Simple web metadata scraping in Go.
go-metainspector is a web scraper package that provides access to basic info and meta tags of a given URL. It is inspired by the metainspector gem by Jaime Iniesta and completely written in Go.
- Step 1: Get the
metainspector
package
go get -u github.com/fern4lvarez/go-metainspector/metainspector
- Step 2 (Optional): Run tests
$ go test -v -cover ./...
##Usage
package main
import (
"fmt"
"github.com/fern4lvarez/go-metainspector/metainspector"
)
func main() {
url := "http://www.cloudcontrol.com/pricing"
MI, err := metainspector.New(url)
if err != nil {
fmt.Printf("Error: %v", err)
} else {
fmt.Printf("\nURL: %s\n", MI.Url())
fmt.Printf("Scheme: %s\n", MI.Scheme())
fmt.Printf("Host: %s\n", MI.Host())
fmt.Printf("Root: %s\n", MI.RootURL())
fmt.Printf("Title: %s\n", MI.Title())
fmt.Printf("Language: %s\n", MI.Language())

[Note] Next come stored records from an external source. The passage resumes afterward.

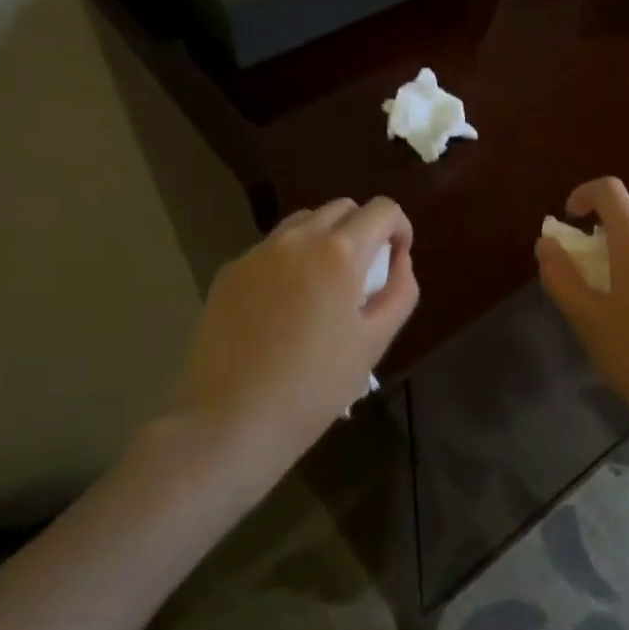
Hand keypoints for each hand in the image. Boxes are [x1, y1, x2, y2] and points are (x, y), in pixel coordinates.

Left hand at [172, 197, 417, 465]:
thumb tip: (398, 261)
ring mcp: (257, 253)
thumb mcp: (375, 342)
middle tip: (363, 276)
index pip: (383, 209)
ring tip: (323, 286)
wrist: (230, 421)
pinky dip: (289, 260)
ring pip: (303, 223)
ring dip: (324, 239)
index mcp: (339, 252)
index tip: (396, 261)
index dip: (399, 229)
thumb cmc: (315, 386)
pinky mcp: (228, 273)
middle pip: (342, 208)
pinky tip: (284, 307)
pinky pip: (270, 250)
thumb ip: (399, 291)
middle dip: (363, 230)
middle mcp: (297, 238)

fmt.Printf("Author: %s\n", MI.Author())
fmt.Printf("Description: %s\n", MI.Description())
fmt.Printf("Charset: %s\n", MI.Charset())
fmt.Printf("Feed URL: %s\n", MI.Feed())
fmt.Printf("Links: %v\n", MI.Links())
fmt.Printf("Images: %v\n", MI.Images())
fmt.Printf("Keywords: %v\n", MI.Keywords())
fmt.Printf("Compatibility: %v\n", MI.Compatibility())
}
You can use the go-metainspector as a command line tool.
Note: Once you have installed the package, you might want to set an alias for the CLI: add alias metainspect=go-metainspector
or similar in your appropiated dotfile.
Simple to use!
$ go-metainspector -help
Usage of go-metainspector:
-u="www.example.com": URL to metainspect.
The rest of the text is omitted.